United States District Court, E.D. North Carolina, Western Division

March 10, 2015

KENDA R. KIRBY, Plaintiff,
v.
NORTH CAROLINA STATE UNIVERSITY, Defendant.

ORDER

LOUISE W. FLANAGAN, District Judge.

This matter is before the court on defendant North Carolina State University's ("NCSU") motion to dismiss, pursuant to Federal Rules of Civil Procedure 12(b)(1), 12(b)(2), and 12(b)(6) (DE 15). Pursuant to 28 U.S.C. § 636(b)(1) and Federal Rule of Civil Procedure 72(b), United States Magistrate Judge James E. Gates entered a memorandum and recommendation ("M&R") wherein it is recommended that defendant's motion be granted. Plaintiff has filed objections to the M&R, and the deadline for defendant's response has passed. In this posture, the issues raised are ripe for ruling.
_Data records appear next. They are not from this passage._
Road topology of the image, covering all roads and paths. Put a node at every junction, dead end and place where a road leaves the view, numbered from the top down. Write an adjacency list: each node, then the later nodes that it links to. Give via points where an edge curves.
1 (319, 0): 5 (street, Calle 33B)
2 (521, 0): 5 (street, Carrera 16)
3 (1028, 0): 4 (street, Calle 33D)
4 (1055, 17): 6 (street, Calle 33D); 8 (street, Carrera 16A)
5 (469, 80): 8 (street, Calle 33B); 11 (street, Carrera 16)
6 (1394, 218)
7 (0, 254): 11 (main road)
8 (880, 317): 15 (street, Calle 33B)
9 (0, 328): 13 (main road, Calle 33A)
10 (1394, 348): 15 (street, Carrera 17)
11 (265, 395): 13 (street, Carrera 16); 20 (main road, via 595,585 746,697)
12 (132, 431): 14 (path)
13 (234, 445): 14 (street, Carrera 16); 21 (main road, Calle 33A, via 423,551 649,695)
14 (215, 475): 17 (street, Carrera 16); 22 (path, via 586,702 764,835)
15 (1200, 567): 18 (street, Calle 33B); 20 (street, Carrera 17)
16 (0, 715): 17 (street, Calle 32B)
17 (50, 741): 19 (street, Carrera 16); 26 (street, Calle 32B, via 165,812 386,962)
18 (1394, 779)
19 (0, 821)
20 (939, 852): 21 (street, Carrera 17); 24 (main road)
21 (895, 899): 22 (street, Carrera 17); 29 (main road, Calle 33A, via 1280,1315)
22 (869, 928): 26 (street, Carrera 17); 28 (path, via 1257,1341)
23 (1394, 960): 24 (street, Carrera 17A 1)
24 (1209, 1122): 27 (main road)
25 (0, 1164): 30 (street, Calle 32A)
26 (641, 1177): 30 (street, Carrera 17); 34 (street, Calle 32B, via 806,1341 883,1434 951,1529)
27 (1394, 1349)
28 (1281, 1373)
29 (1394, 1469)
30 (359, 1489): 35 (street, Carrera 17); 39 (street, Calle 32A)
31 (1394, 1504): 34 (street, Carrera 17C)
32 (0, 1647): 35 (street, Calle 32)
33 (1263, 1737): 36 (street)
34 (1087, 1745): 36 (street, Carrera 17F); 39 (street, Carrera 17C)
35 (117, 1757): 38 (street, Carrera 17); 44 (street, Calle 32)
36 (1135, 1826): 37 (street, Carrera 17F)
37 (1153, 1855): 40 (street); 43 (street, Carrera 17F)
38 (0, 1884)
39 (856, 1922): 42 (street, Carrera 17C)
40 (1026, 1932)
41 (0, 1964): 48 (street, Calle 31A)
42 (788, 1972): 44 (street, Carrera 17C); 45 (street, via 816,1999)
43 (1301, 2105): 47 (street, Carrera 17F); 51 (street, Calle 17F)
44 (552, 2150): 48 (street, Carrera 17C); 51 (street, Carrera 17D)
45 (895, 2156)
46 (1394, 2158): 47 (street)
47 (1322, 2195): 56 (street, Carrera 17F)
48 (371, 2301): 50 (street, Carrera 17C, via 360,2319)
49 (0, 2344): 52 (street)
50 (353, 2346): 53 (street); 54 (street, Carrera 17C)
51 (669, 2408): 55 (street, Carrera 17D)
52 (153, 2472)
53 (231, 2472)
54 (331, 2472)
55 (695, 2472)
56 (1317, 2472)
For the reasons stated below, the court adopts the recommendation in the M&R and grants NCSU's motion to dismiss.

BACKGROUND

Plaintiff commenced this action on December 13, 2013, by filing a motion for leave to proceed in forma pauperis, attaching a copy of her proposed complaint. The motion was denied by order dated December 16, 2013, and plaintiff paid her filing fee and filed her complaint January 13, 2014. NCSU filed its motion to dismiss on April 8, 2014, arguing that the court lacked jurisdiction over it because it was an instrumentality of North Carolina protected by the Eleventh Amendment of the United States Constitution, and that the action was barred by the statute of limitations.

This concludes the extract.